| Task goal |
Nothing but the pictures is dropped; write out all the remaining data below exactly.
-----
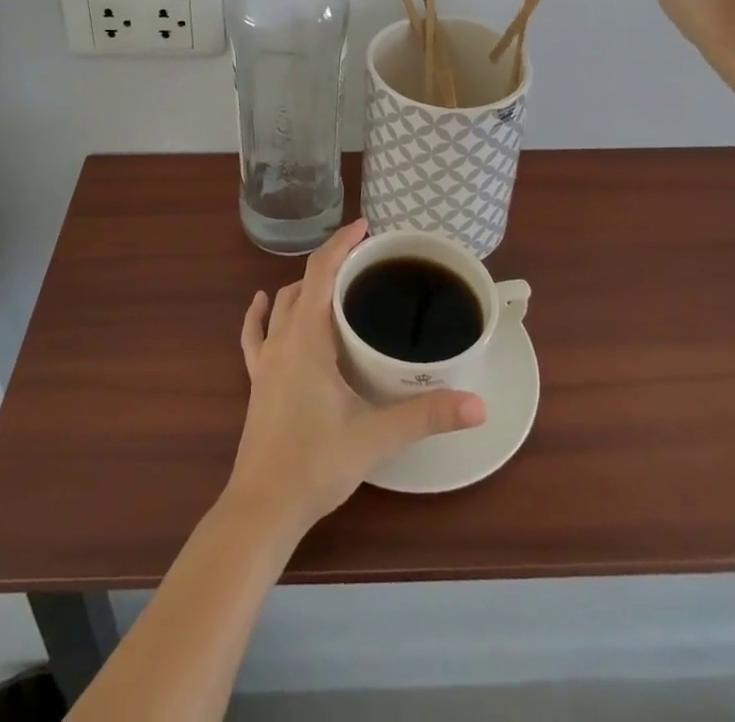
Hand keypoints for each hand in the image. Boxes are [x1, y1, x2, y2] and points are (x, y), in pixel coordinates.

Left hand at [227, 219, 486, 537]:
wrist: (261, 508)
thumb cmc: (315, 464)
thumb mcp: (375, 437)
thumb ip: (426, 416)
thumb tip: (478, 405)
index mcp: (306, 337)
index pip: (321, 270)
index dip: (342, 243)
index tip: (366, 226)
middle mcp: (282, 338)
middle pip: (303, 283)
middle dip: (332, 263)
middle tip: (367, 263)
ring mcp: (265, 360)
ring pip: (283, 305)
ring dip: (306, 287)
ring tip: (336, 285)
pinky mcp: (257, 381)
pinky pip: (257, 334)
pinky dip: (263, 313)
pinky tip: (264, 304)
-----
| Answer to this task |
Hand keypoints for each hand in the image. Boxes are [x1, y1, x2, y2] and points are (x, y), in pixel coordinates.

Left hand at [227, 219, 486, 537]:
wrist: (261, 508)
thumb cmc: (315, 464)
thumb mcp: (375, 437)
thumb ip: (426, 416)
thumb tip: (478, 405)
index mcp: (306, 337)
index pip: (321, 270)
index dip: (342, 243)
index tip: (366, 226)
middle mcp: (282, 338)
middle pip: (303, 283)
middle dip: (332, 263)
middle tip: (367, 263)
ring mcp: (265, 360)
ring pip: (283, 305)
ring dip: (306, 287)
ring tip: (336, 285)
pinky mcp: (257, 381)
pinky pip: (257, 334)
pinky dip: (263, 313)
pinky tip: (264, 304)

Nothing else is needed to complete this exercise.